Face à l’abondance de ces nouveaux types de données, ce projet vise à explorer l’importance et le rôle de ces soft data dans le processus de décision publique concernant la gestion de la ville. Si plusieurs études empiriques ont été réalisées, une réflexion théorique sur l’emploi de ces données dans les politiques publiques est encore absente. Plusieurs questions nécessitent d’être abordées. En considérant les limites de temps et de budget de ce projet, nous proposons de commencer cette réflexion en abordant principalement deux questions.

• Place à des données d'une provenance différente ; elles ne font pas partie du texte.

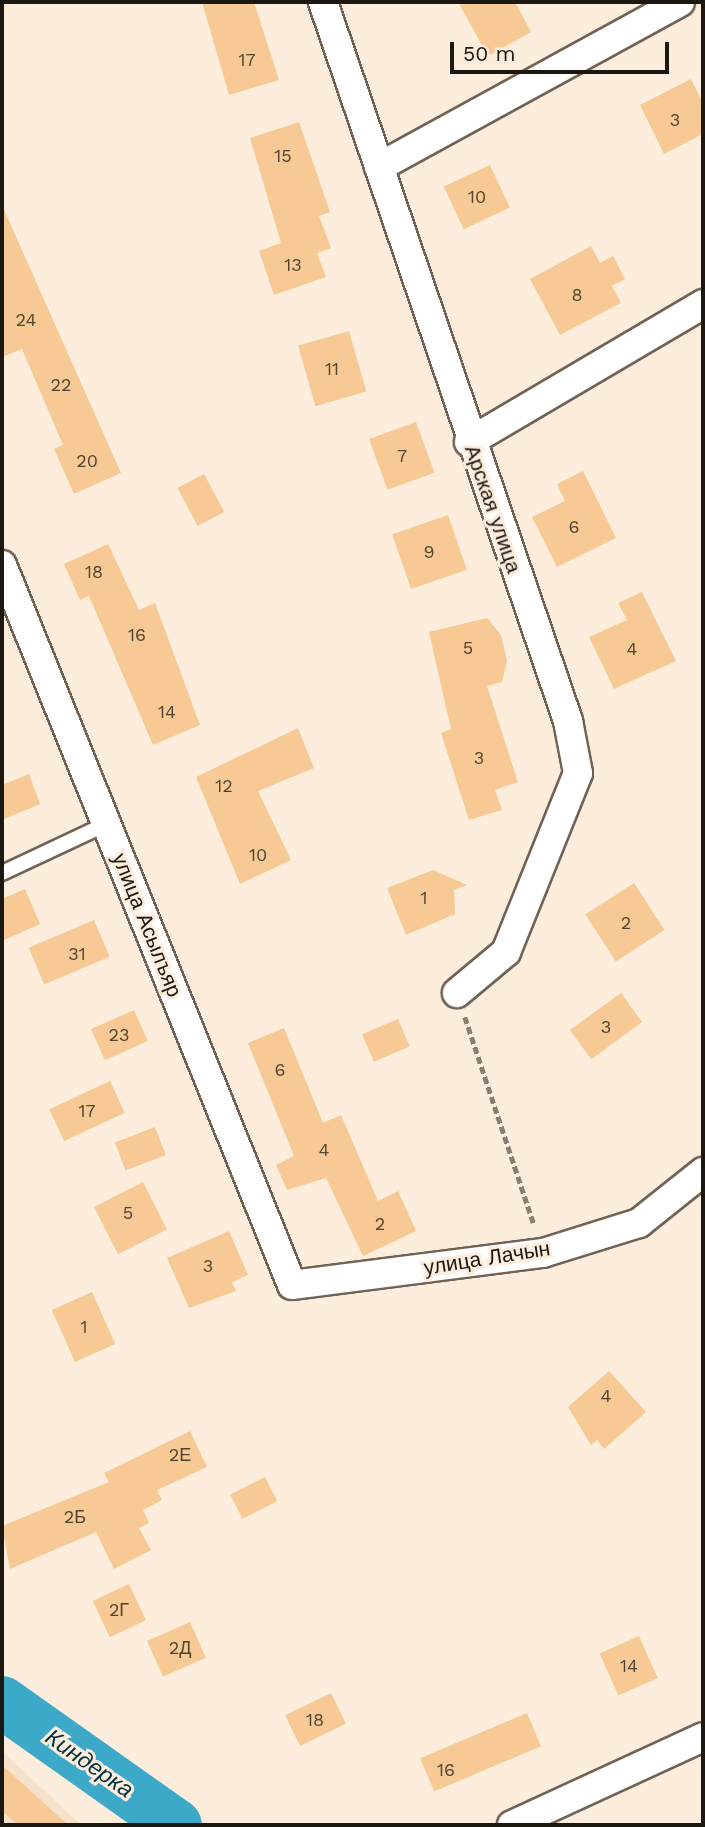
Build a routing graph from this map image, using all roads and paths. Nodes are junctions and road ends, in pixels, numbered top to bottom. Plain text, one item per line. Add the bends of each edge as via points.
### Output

La question méthodologique

Les big data ont soulevé beaucoup d’enthousiasme, mais travailler avec elles est tout sauf simple. Outre les problèmes techniques qui pourraient être soulevés par la masse de données, le chercheur doit également faire face à des problèmes politiques, sociaux et éthiques. En particulier, il faut prendre en compte les questions de représentativité des données (nous ne pouvons pas contrôler l’équivalence entre les traces disponibles sur Internet et la population que nous aimerions étudier), de protection des données (droit à la confidentialité ; droit d’auteur) et celles liées à la nature participative des données. Ce qui rend les données du Web 2.0 intéressantes est le fait qu’elles sont produites par les utilisateurs. Pourtant, leur nature participative doit être soigneusement prise en compte lorsqu’elles sont incluses dans des études territoriales. Ces données sont souvent générées par des sources inconnues, de sorte qu’elles peuvent être fausses ou vraiment hétérogènes.
Toutes ces limites peuvent remettre en cause la qualité de ces données, mais il est important de souligner qu’elles sont également des opportunités. D’un côté, nous devons garder à l’esprit ces questions et, si possible, chercher des solutions pour y faire face. De l’autre côté, en contrepartie, la facette hétérogène, inattendue et parfois ingérable de ces données garantie leur intérêt et leur richesse. Nous travaillons avec ces données parce que nous nous attendons à ce que ces caractéristiques puissent nous aider à trouver de nouvelles idées dans l’analyse territoriale qui peuvent être intégrées aux résultats de l’analyse officielle.
Il est alors important d’avoir des méthodes adéquates pour collecter ces données et les préparer pour l’analyse. Au cours des dernières années, un nouveau groupe de méthodes, appelées « méthodes numériques » (Rogers, 2013), a été développé pour traiter ce type de données. Par « méthodes numériques » nous nous référons à une série de techniques visant à explorer les traces d’interactions en ligne comme source d’information sur les phénomènes sociaux. Dans ce projet, nous visons à construire une réflexion partagée sur les problématiques méthodologiques de ces données, à travers la création d’un groupe de travail de chercheurs français et étrangers (notamment la Digital Media Initiative de l’Université d’Amsterdam, dirigée par Richard Rogers, le groupe qui contribue le plus aujourd’hui au développement des méthodes numériques en Europe).
Du point de vue méthodologique, nous pourrons également nous appuyer sur les travaux déjà réalisés dans le cadre du projet ANR Géomédia. Les premiers résultats de ce projet suggèrent fortement que l’analyse des flux RSS de journaux quotidiens soigneusement sélectionnés peut fournir une information territoriale très intéressante.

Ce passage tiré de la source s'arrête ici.